From mboxrd@z Thu Jan  1 00:00:00 1970
Return-Path: <xfs-bounce@oss.sgi.com>
Received: with ECARTIS (v1.0.0; list xfs); Mon, 30 Jul 2007 22:31:10 -0700 (PDT)
Received: from larry.melbourne.sgi.com (larry.melbourne.sgi.com [134.14.52.130])
	by oss.sgi.com (8.12.10/8.12.10/SuSE Linux 0.7) with SMTP id l6V5V0bm005989
	for <xfs@oss.sgi.com>; Mon, 30 Jul 2007 22:31:04 -0700
Date: Tue, 31 Jul 2007 15:30:48 +1000
From: David Chinner <dgc@sgi.com>
Subject: Re: RFC: log record CRC validation
Message-ID: <20070731053048.GP31489@sgi.com>
References: <20070725092445.GT12413810@sgi.com> <46A7226D.8080906@sgi.com> <46A8DF7E.4090006@agami.com> <20070726233129.GM12413810@sgi.com> <46AAA340.60208@agami.com>
Mime-Version: 1.0
Content-Type: text/plain; charset=us-ascii
Content-Disposition: inline
In-Reply-To: <46AAA340.60208@agami.com>
Sender: xfs-bounce@oss.sgi.com
Errors-to: xfs-bounce@oss.sgi.com
List-Id: xfs
To: "William J. Earl" <earl@agami.com>
Cc: xfs-oss <xfs@oss.sgi.com>, David Chinner <dgc@sgi.com>, Michael Nishimoto <miken@agami.com>, markgw@sgi.com

On Fri, Jul 27, 2007 at 07:00:32PM -0700, William J. Earl wrote:
> David Chinner wrote:
> >On Thu, Jul 26, 2007 at 10:53:02AM -0700, Michael Nishimoto wrote:
> >  
> >...
> >>Is CRC checking being added to xfs log data?
> >>    
> >
> >Yes. it's a little used debug option right now, and I'm
> >planning on making it default behaviour.
> >
> >  
> >>If so, what data has been collected to show that this needs to be added?
> >>    
> >
> >The size of high-end filesystems are now at the same order of
> >magnitude as the bit error rate of the storage hardware. e.g. 1PB =
> >10^16 bits. The bit error rate of high end FC drives? 1 in 10^16
> >bits.  For "enterprise" SATA drives? 1 in 10^15 bits. For desktop
> >SATA drives it's 1 in 10^14 bits (i.e. 1 in 10TB).
> 
>       First, note that the claimed bit error rates are rates of 
> reported bad blocks, not rates of silent data corruption.   The latter, 
> while not quoted, are far lower.

Ok, fair enough, but in the absense of numbers and the fact that
real world MTBF numbers are lower than what mfg's quote I'm
always going to assume that this is the ballpark.

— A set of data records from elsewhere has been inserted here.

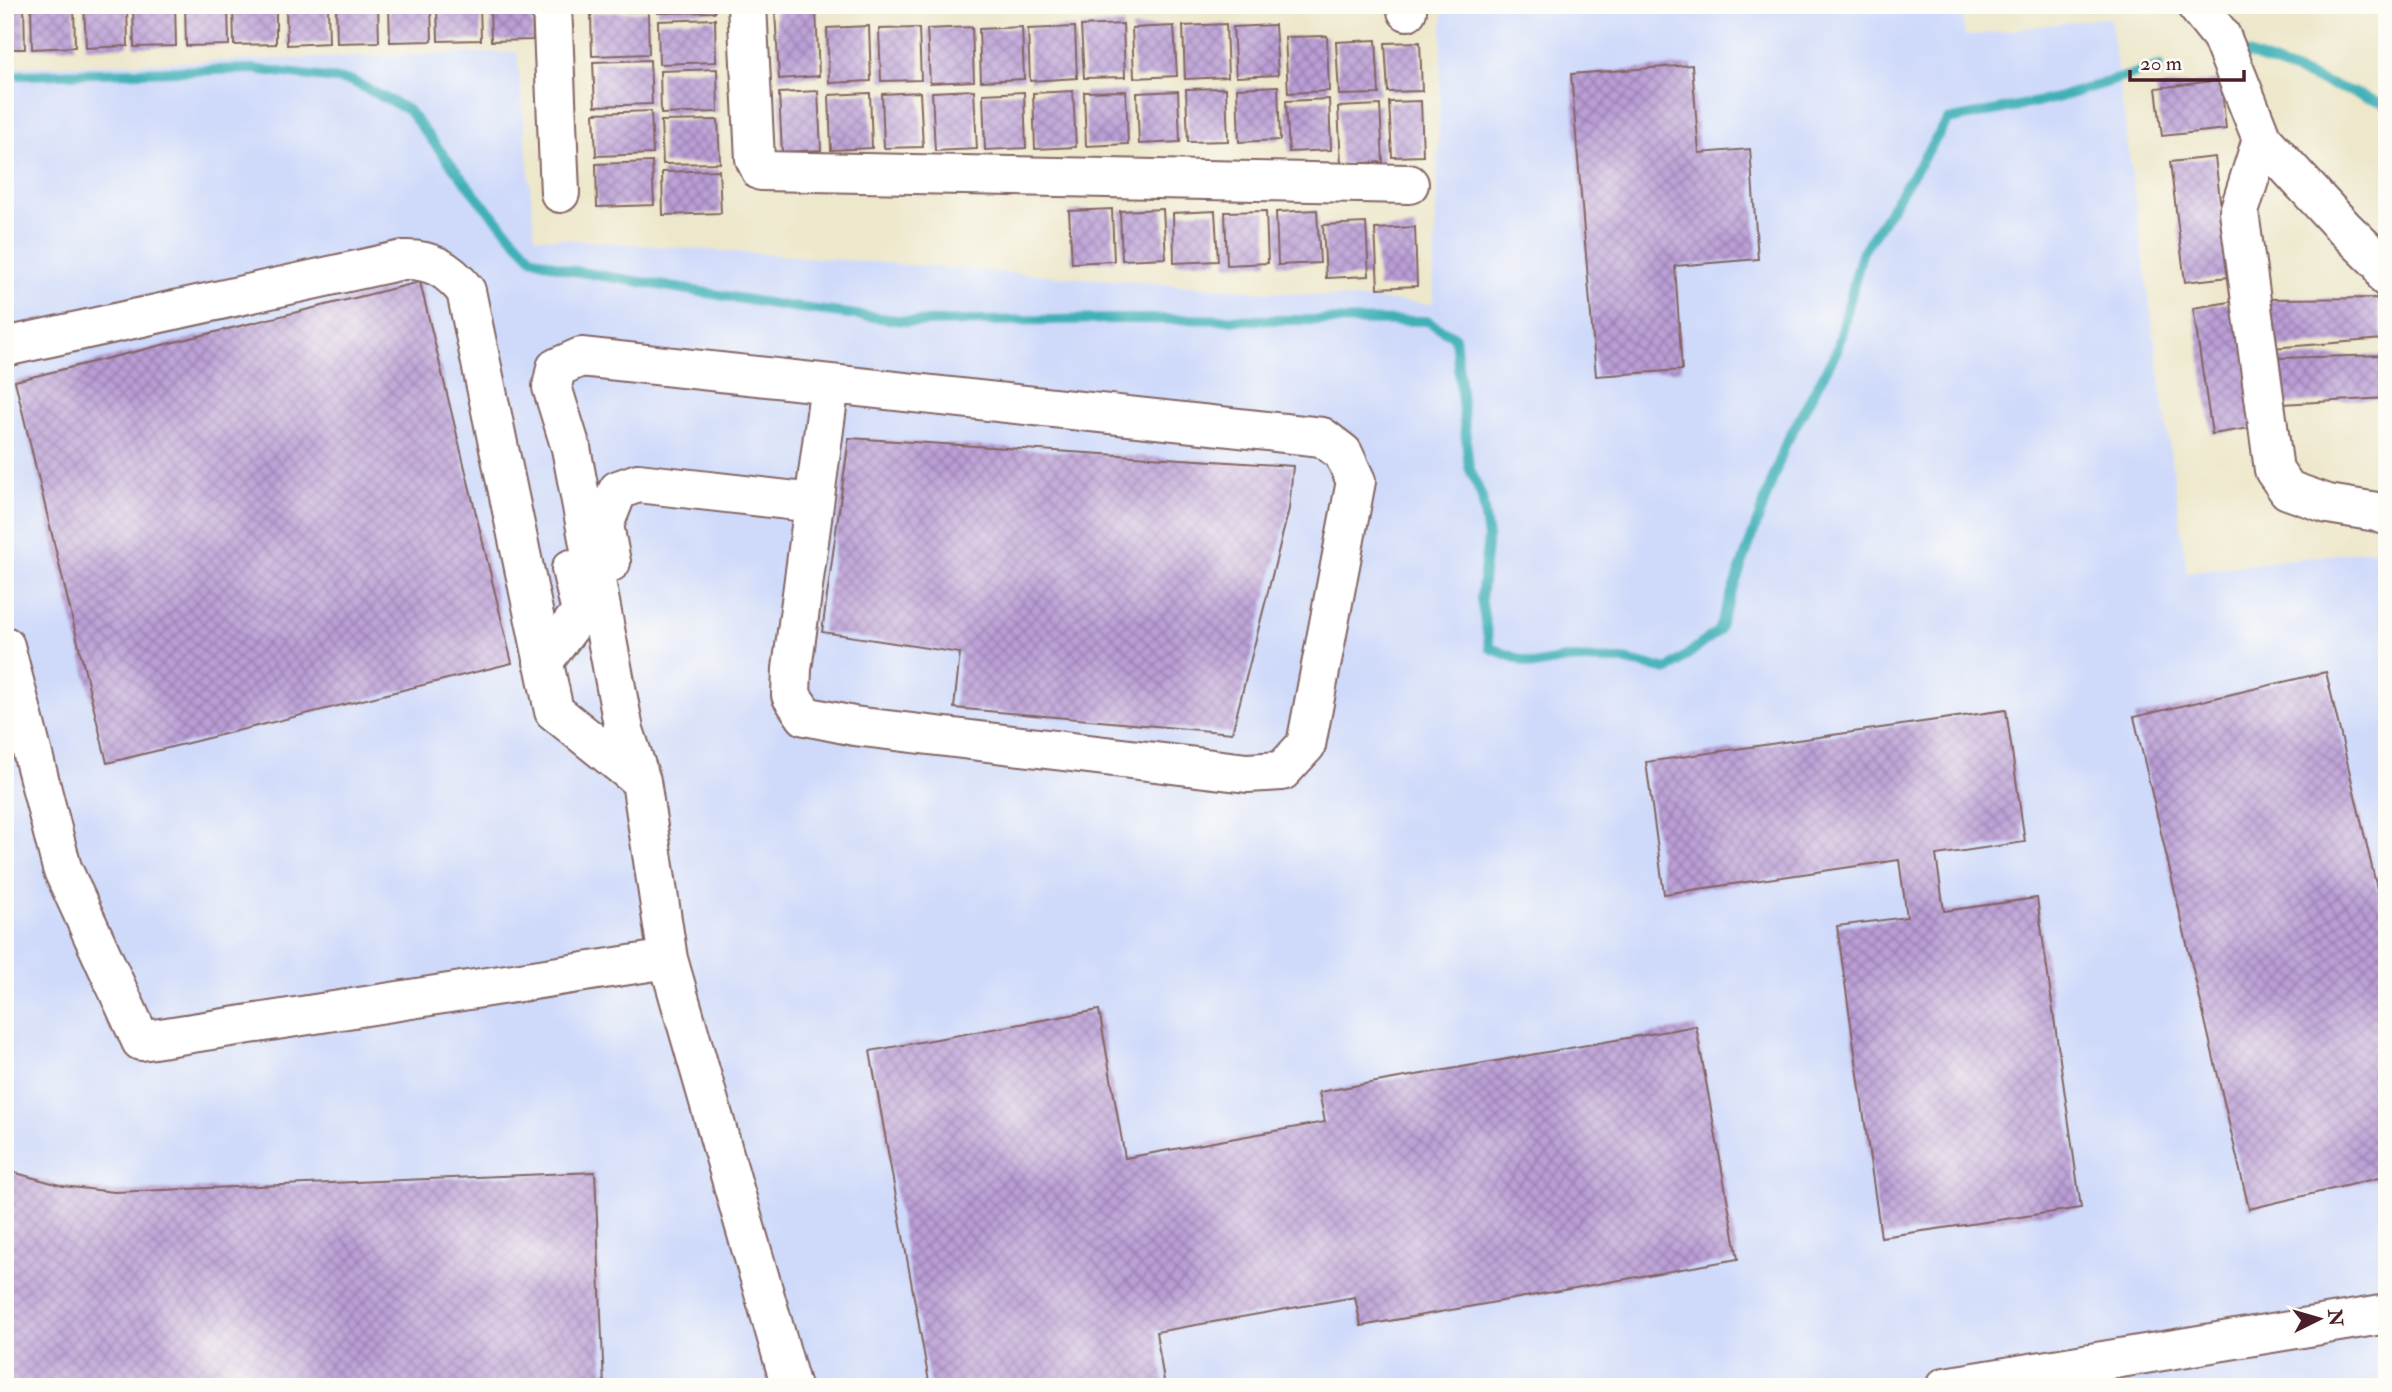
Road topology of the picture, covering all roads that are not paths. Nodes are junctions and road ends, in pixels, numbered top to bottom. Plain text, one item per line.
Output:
1 (552, 5) edge
2 (747, 5) edge
3 (2196, 5) edge
4 (2262, 139) junction
5 (1409, 184) dead end
6 (560, 193) dead end
7 (2387, 278) edge
8 (5, 347) edge
9 (830, 384) junction
10 (544, 449) dead end
11 (814, 503) junction
12 (2387, 516) edge
13 (5, 646) edge
14 (543, 662) junction
15 (624, 730) junction
16 (641, 781) junction
17 (668, 958) junction
18 (2387, 1314) edge
19 (790, 1387) edge
20 (1945, 1387) edge

1 - 6 street
2 - 5 street
3 - 4 street
4 - 7 street
4 - 12 street
8 - 14 street
9 - 11 street
9 - 11 street
9 - 15 street
10 - 14 street
11 - 15 street
13 - 17 street
14 - 16 street
15 - 16 street
16 - 17 street
17 - 19 street
18 - 20 street

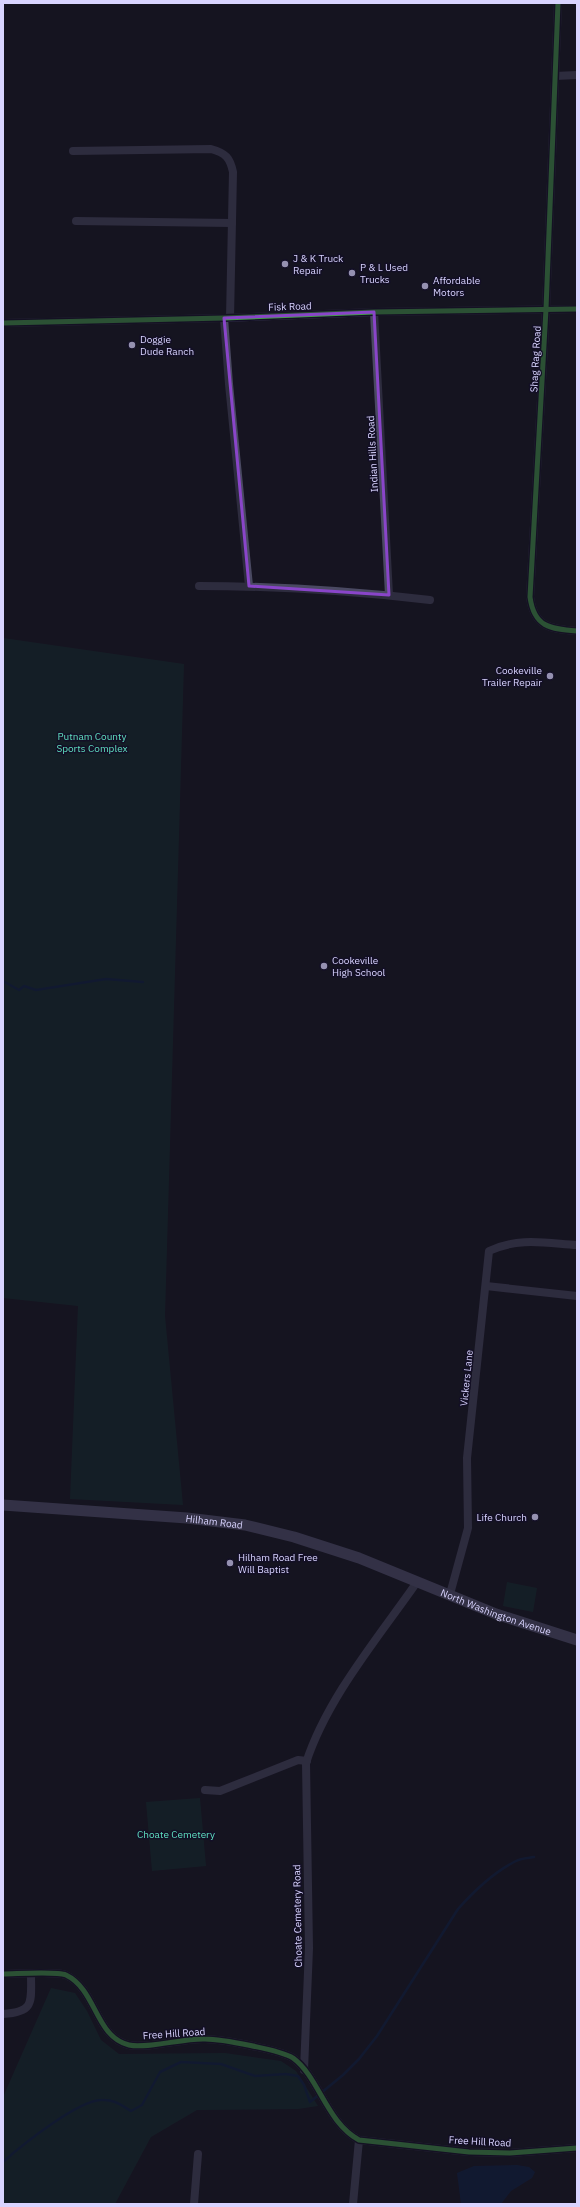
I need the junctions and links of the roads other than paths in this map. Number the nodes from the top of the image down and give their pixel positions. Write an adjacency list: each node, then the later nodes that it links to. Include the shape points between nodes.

[snip stuff about raid6, drive data, I/O path corruptions, etc]

In summary you are effectively saying this: "if you spend enough
money on your storage, then the filesystem doesn't need to worry
about integrity."

I've heard exactly the same lecture you've just given from other
(ex-)XFS engineers that integrity is the total responsibility of the
block device. SGI used to ensure that XFS only ran on hardware that
followed this mantra and so could get away with that approach to
filesystem error detection.

But XFS doesn't live in that world any more. It stopped being true
when XFS got ported to linux. XFS lives in the world of commodity
hardware as well as the high end now and we are getting more and more
situations where we are having to make tradeoffs for preventing
corruption on commodity hardware. e.g. I/O barrier support for disks
with volatile write caches.

IMO, continuing down this same "the block device is perfect" path is
a "head in the sand" approach.  By ignoring the fact that errors can
and do occur, we're screwing ourselves when something does actually
go wrong because we haven't put in place the mechanisms to detect
errors because we've assumed they will never happen.

We've spent 15 years so far trying to work out what has gone wrong
in XFS by adding more and more reactive debug into the code without
an eye to a robust solution. We add a chunk of code here to detect
that problem, a chunk of code there to detect this problem, and so
on. It's just not good enough anymore.

Like good security, filesystem integrity is not provided by a single
mechanism. "Defense in depth" is what we are aiming to provide here
and to do that you have to assume that errors can propagate through
every interface into the filesystem.

Cheers,

Dave.
-- 
Dave Chinner
Principal Engineer
SGI Australian Software Group